Kelelahan sisi penjual meningkat saat Bitcoin menguji batas statistik persistensi bear
Bitcoin kini mendekati penutupan bulanan negatif kelima berturut-turut – Pola yang hanya terlihat pada 2011 dan dua kali pada 2018. Selama kedua periode tersebut, harga rebound lebih dari 100% dalam lima bulan, sementara 2011 menghasilkan roughly 70–80% tergantung pada waktu masuk.
Harga cryptocurrency memuncak di sekitar $126.000 pada Oktober 2025. Sejak itu, telah mengalami penarikan (drawdown) 46–47%. Penurunan ini tetap secara material lebih ringan daripada ekstrem bear sebelumnya sebesar 80–85%.
Sementara itu, harga terealisasi (realized price) berada di dekat $55.000–$56.000, sementara spot terus konvergen ke arah level tersebut sambil secara bertahap meredakan stres pemegang.
Pada saat yang sama, MVRV Z-Score telah melayang antara 0,39 dan 0,43, memasuki wilayah undervalued secara historis. Meskipun momentum mungkin telah melambat, harga mungkin stabil dalam kisaran $60.000–$80.000. Sumbu bawah (lower wicks) mencerminkan permintaan defensif, menyarankan penyerapan daripada berjatuhan sambil memposisikan pasar mendekati kelelahan bear akhir.
Mengikuti struktur sebelumnya, arus keluar bursa tetap kuat saat harga bergerak ke zona nilai hijau-biru. Penarikan besar pada awal Februari terjadi di dekat area dukungan "BELI". Ketika Bitcoin meninggalkan bursa, total cadangan turun – Tanda bahwa investor telah memindahkan koin ke penyimpanan jangka panjang, bukan bersiap untuk menjual.
Sementara itu, seiring menurunnya leverage dan ketatnya pasokan bursa yang tersedia, arus keluar yang stabil dikombinasikan dengan permintaan ETF menunjukkan akumulasi dalam struktur pertumbuhan jangka panjang, bukan kerusakan pasar.

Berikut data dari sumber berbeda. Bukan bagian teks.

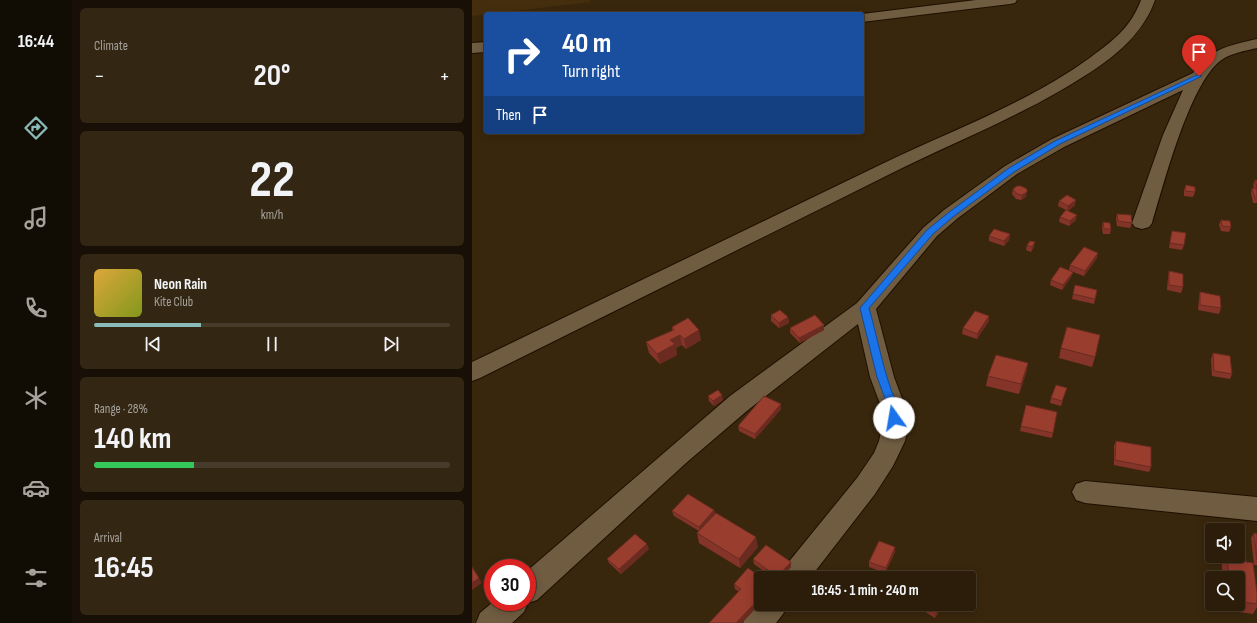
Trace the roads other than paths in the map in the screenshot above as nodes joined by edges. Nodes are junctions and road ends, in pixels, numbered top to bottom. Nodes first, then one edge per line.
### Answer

Secara keseluruhan, pendinginan eksposur derivatif, dipasangkan dengan penarikan yang berkelanjutan, dapat dilihat sebagai ketahanan institusional. Ini mungkin bukan kasus kerusakan struktural dalam saluran pertumbuhan jangka panjang.
Ringkasan Akhir
-
Kompresi struktural di dalam band akumulasi, dipasangkan dengan arus keluar yang berkelanjutan dan arus masuk ETF, adalah tanda penyerapan strategis.
-
Paralel streak bear historis, metrik undervaluasi, dan pengetatan pasokan secara kolektif memposisikan pasar lebih dekat ke kelelahan.